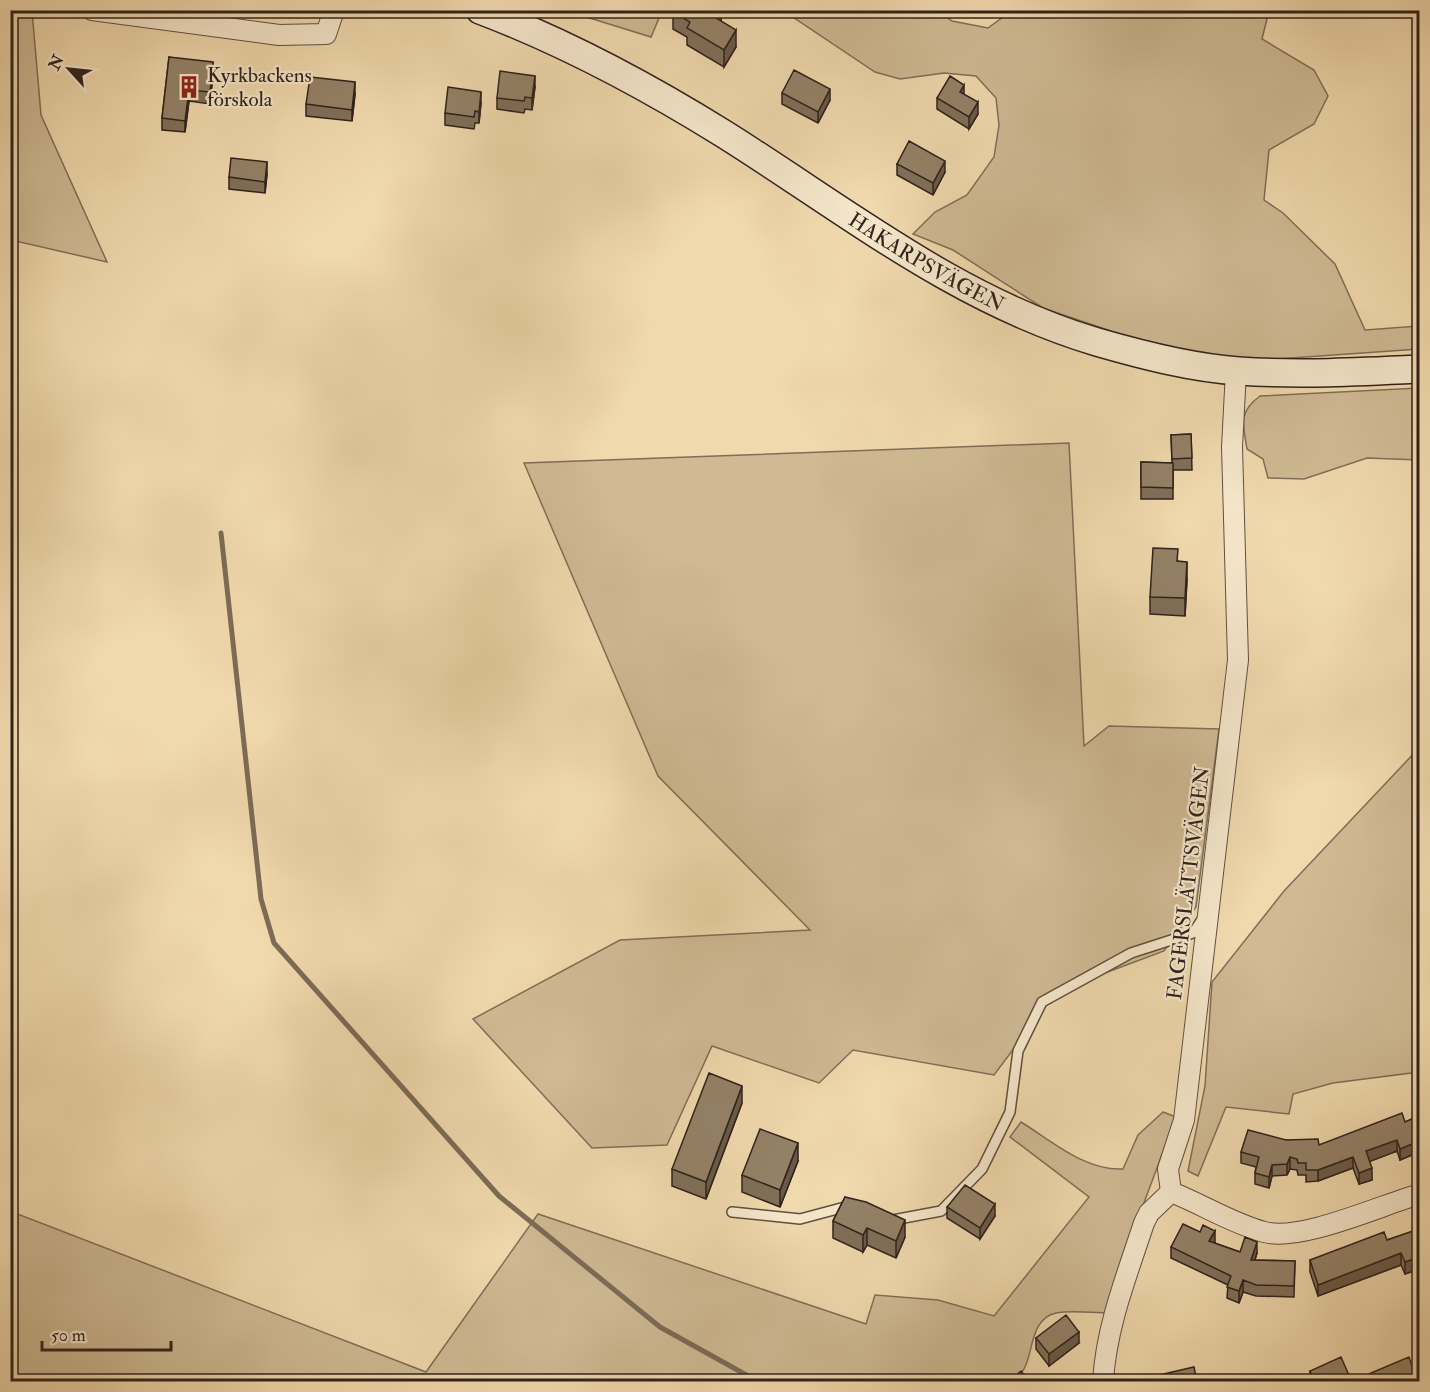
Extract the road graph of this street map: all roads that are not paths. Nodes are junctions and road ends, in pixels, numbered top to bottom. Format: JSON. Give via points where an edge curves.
{"nodes":[{"id":1,"x":92,"y":10,"type":"edge"},
{"id":2,"x":334,"y":10,"type":"edge"},
{"id":3,"x":480,"y":10,"type":"edge"},
{"id":4,"x":1419,"y":369,"type":"edge"},
{"id":5,"x":1236,"y":371,"type":"junction"},
{"id":6,"x":1207,"y":912,"type":"junction"},
{"id":7,"x":1170,"y":1192,"type":"junction"},
{"id":8,"x":1419,"y":1194,"type":"edge"},
{"id":9,"x":732,"y":1212,"type":"dead end"},
{"id":10,"x":865,"y":1213,"type":"edge"},
{"id":11,"x":886,"y":1218,"type":"edge"},
{"id":12,"x":1103,"y":1382,"type":"edge"}],
"edges":[{"from":1,"to":2,"type":"street","via":[[279,34],[326,34]]},
{"from":3,"to":5,"type":"street","name":"HAKARPSVÄGEN","via":[[535,32],[686,111],[881,238],[979,294],[1097,342]]},
{"from":4,"to":5,"type":"street","name":"HAKARPSVÄGEN"},
{"from":5,"to":6,"type":"street","name":"FAGERSLÄTTSVÄGEN","via":[[1232,447],[1238,660]]},
{"from":6,"to":7,"type":"street","name":"FAGERSLÄTTSVÄGEN","via":[[1184,1120],[1168,1169]]},
{"from":6,"to":11,"type":"lane","via":[[1194,933],[1131,952],[1042,1002],[1018,1051],[1010,1112],[982,1169],[941,1211],[896,1220]]},
{"from":7,"to":8,"type":"street","via":[[1241,1224],[1266,1233],[1285,1234],[1309,1230]]},
{"from":7,"to":12,"type":"street","via":[[1144,1223],[1114,1317]]},
{"from":9,"to":10,"type":"lane","via":[[800,1219],[845,1207]]}]}
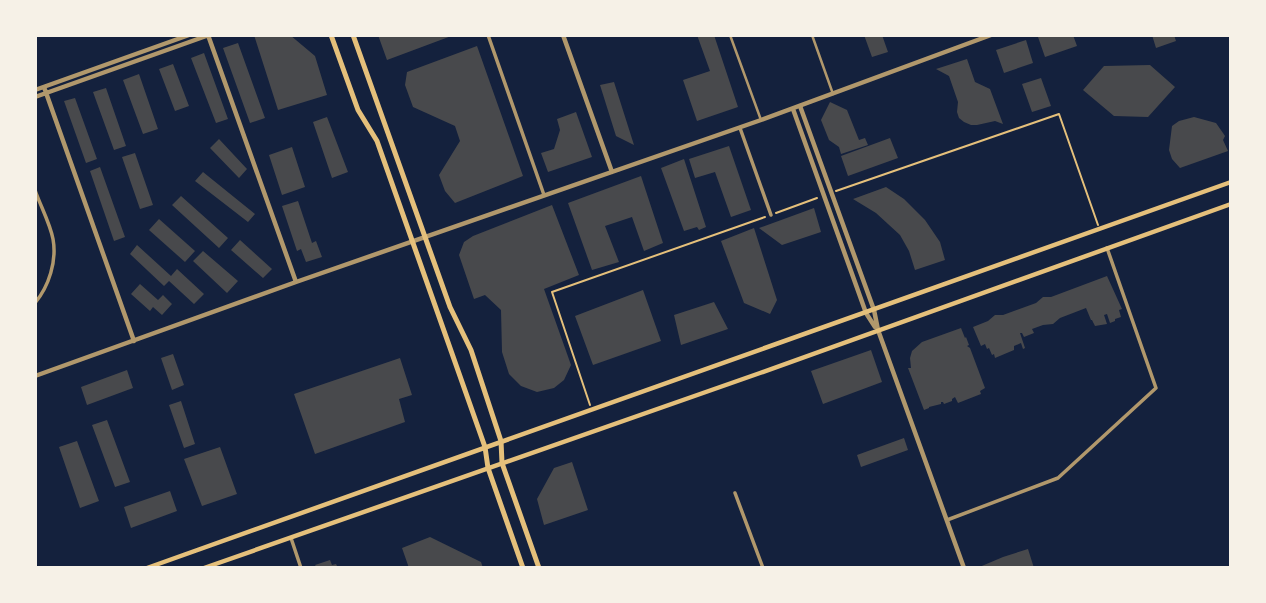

+ + + +

Prompt: Leave the images aside and return the records above exactly as written.

Reply to the task:
Extract the road graph of this street map: all roads that are not paths. Nodes are junctions and road ends, in pixels, numbered top to bottom. Format: JSON. Give via points where an edge curves.
{"nodes":[{"id":1,"x":92,"y":10,"type":"edge"},
{"id":2,"x":334,"y":10,"type":"edge"},
{"id":3,"x":480,"y":10,"type":"edge"},
{"id":4,"x":1419,"y":369,"type":"edge"},
{"id":5,"x":1236,"y":371,"type":"junction"},
{"id":6,"x":1207,"y":912,"type":"junction"},
{"id":7,"x":1170,"y":1192,"type":"junction"},
{"id":8,"x":1419,"y":1194,"type":"edge"},
{"id":9,"x":732,"y":1212,"type":"dead end"},
{"id":10,"x":865,"y":1213,"type":"edge"},
{"id":11,"x":886,"y":1218,"type":"edge"},
{"id":12,"x":1103,"y":1382,"type":"edge"}],
"edges":[{"from":1,"to":2,"type":"street","via":[[279,34],[326,34]]},
{"from":3,"to":5,"type":"street","name":"HAKARPSVÄGEN","via":[[535,32],[686,111],[881,238],[979,294],[1097,342]]},
{"from":4,"to":5,"type":"street","name":"HAKARPSVÄGEN"},
{"from":5,"to":6,"type":"street","name":"FAGERSLÄTTSVÄGEN","via":[[1232,447],[1238,660]]},
{"from":6,"to":7,"type":"street","name":"FAGERSLÄTTSVÄGEN","via":[[1184,1120],[1168,1169]]},
{"from":6,"to":11,"type":"lane","via":[[1194,933],[1131,952],[1042,1002],[1018,1051],[1010,1112],[982,1169],[941,1211],[896,1220]]},
{"from":7,"to":8,"type":"street","via":[[1241,1224],[1266,1233],[1285,1234],[1309,1230]]},
{"from":7,"to":12,"type":"street","via":[[1144,1223],[1114,1317]]},
{"from":9,"to":10,"type":"lane","via":[[800,1219],[845,1207]]}]}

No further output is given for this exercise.